**This notebook is an exercise in the [SQL](https://www.kaggle.com/learn/intro-to-sql) course.  You can reference the tutorial at [this link](https://www.kaggle.com/dansbecker/getting-started-with-sql-and-bigquery).**

---


# Introduction

The first test of your new data exploration skills uses data describing crime in the city of Chicago.

Before you get started, run the following cell. It sets up the automated feedback system to review your answers.

In [1]:
# Set up feedack system
from learntools.core import binder
binder.bind(globals())
from learntools.sql.ex1 import *
print("Setup Complete")

Using Kaggle's public dataset BigQuery integration.
Setup Complete


Use the next code cell to fetch the dataset.

In [2]:
# from google.cloud import bigquery
from google.cloud import bigquery

# Create a "Client" object
# client = bigquery.Client()
client = bigquery.Client()

# Construct a reference to the "chicago_crime" dataset
# dataset_ref = client.dataset("chicago_crime", project="bigquery-public-data")
dataset_ref = client.dataset("chicago_crime", project="bigquery-public-data")

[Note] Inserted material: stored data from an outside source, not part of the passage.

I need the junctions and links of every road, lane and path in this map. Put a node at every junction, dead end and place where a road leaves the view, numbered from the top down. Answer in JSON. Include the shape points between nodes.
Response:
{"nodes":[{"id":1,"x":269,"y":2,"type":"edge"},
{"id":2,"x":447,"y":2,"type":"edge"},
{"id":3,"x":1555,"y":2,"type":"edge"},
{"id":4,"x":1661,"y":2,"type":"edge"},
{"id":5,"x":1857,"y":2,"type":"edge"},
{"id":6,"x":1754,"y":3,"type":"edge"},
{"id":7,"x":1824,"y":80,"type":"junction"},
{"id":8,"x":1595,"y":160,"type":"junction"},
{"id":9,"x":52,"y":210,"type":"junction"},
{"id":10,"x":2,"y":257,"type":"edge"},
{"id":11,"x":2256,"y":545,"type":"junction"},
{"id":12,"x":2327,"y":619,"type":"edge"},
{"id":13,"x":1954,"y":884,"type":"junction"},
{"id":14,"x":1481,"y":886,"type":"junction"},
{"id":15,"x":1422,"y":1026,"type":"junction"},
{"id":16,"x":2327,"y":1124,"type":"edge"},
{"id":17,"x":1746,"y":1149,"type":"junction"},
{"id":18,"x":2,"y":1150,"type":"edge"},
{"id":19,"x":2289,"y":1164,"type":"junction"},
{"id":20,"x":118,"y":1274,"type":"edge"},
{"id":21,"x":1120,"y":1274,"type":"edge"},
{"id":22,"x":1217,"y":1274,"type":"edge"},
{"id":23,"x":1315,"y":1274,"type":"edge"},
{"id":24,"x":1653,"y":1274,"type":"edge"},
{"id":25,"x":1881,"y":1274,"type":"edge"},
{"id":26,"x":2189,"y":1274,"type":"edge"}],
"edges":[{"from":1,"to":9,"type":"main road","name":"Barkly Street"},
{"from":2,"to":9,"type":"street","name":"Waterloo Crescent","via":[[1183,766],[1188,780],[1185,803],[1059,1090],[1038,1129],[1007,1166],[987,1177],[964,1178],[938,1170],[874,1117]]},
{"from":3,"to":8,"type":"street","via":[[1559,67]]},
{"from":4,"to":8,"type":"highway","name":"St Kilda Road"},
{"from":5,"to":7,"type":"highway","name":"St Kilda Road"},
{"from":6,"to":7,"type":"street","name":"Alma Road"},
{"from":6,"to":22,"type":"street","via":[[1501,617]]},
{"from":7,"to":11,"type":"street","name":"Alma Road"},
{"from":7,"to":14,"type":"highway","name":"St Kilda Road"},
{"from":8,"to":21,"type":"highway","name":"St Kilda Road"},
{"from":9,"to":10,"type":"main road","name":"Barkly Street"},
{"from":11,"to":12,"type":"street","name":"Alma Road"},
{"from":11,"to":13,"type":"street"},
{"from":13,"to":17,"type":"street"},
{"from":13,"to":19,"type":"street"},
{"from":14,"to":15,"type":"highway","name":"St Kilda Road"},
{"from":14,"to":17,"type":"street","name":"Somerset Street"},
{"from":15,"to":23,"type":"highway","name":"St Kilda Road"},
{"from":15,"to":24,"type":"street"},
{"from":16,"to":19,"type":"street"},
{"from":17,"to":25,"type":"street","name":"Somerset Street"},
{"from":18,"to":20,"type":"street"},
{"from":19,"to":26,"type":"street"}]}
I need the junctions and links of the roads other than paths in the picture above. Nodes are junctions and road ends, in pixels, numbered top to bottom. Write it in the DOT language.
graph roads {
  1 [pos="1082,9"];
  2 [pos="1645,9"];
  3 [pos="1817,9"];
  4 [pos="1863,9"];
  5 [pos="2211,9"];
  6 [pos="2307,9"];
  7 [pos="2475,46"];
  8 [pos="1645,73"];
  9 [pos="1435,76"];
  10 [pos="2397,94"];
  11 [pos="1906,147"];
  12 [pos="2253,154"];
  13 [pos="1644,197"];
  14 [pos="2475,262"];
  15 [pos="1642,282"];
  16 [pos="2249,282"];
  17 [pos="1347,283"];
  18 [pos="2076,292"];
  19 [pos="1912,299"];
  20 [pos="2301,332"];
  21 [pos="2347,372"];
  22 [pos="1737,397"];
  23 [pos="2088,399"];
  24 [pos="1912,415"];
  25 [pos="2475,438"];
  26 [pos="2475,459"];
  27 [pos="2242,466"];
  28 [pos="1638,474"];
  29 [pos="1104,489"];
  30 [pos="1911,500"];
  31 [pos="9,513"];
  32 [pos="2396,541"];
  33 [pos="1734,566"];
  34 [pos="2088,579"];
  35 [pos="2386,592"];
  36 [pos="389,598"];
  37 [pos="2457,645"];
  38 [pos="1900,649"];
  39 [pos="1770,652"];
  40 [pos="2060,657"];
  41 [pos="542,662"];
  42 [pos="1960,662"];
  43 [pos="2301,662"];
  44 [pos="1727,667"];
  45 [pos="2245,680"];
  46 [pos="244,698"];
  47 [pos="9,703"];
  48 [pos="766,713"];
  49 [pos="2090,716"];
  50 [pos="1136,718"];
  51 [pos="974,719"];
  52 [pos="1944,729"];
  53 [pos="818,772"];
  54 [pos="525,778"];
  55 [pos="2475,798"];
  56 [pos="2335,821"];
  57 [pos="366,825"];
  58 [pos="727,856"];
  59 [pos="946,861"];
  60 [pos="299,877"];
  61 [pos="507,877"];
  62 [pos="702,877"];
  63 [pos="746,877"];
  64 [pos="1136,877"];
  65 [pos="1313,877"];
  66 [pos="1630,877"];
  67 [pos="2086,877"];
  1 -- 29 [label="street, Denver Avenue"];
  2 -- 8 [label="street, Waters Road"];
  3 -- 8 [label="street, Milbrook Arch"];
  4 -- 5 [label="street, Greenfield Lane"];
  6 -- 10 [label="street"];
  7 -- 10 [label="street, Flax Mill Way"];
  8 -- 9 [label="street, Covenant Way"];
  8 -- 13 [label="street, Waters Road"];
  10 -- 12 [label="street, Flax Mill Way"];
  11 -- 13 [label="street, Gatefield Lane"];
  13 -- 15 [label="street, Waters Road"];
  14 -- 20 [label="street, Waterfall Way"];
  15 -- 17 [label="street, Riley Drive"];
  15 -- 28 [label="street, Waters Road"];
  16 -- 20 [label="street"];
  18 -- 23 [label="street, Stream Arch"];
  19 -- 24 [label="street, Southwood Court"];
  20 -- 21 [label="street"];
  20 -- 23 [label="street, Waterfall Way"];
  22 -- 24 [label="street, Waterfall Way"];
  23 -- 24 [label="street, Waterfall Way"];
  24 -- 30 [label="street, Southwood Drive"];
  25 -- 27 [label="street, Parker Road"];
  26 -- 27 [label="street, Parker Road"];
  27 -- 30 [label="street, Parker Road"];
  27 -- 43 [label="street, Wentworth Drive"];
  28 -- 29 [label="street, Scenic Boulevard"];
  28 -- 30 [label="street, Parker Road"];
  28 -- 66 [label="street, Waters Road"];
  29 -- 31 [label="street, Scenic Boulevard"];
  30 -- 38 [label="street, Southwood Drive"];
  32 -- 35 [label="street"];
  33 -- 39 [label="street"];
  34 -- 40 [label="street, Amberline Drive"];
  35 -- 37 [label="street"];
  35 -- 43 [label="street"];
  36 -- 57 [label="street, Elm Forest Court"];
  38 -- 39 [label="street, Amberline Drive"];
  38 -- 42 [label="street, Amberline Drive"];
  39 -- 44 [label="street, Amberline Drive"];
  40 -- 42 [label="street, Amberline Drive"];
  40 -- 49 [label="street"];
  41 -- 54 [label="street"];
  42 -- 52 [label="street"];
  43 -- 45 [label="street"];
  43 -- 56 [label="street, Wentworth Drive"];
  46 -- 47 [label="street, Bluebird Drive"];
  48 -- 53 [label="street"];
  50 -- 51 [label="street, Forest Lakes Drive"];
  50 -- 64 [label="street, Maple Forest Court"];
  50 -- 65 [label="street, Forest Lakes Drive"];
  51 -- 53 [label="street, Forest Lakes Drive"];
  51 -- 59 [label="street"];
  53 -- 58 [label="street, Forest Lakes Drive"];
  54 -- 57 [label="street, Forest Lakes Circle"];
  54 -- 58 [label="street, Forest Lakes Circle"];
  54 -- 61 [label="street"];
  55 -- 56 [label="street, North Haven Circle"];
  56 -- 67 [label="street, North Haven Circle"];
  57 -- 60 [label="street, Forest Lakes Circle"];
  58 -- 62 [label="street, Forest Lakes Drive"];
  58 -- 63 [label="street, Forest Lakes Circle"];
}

# API request - fetch the dataset
# dataset = client.get_dataset(dataset_ref)
dataset = client.get_dataset(dataset_ref)

Using Kaggle's public dataset BigQuery integration.


# Exercises

### 1) Count tables in the dataset

How many tables are in the Chicago Crime dataset?

In [3]:
# Write the code you need here to figure out the answer
tables = list(client.list_tables(dataset))
for table in tables:
    print(table.table_id)

crime


In [4]:
num_tables = 1  # Store the answer as num_tables and then run this cell

# Check your answer
q_1.check()

<IPython.core.display.Javascript object>

<span style="color:#33cc33">Correct</span>

For a hint or the solution, uncomment the appropriate line below.

In [5]:
q_1.hint()
q_1.solution()

<IPython.core.display.Javascript object>

<span style="color:#3366cc">Hint:</span> Use the `list_tables()` method to get a list of the tables in the dataset.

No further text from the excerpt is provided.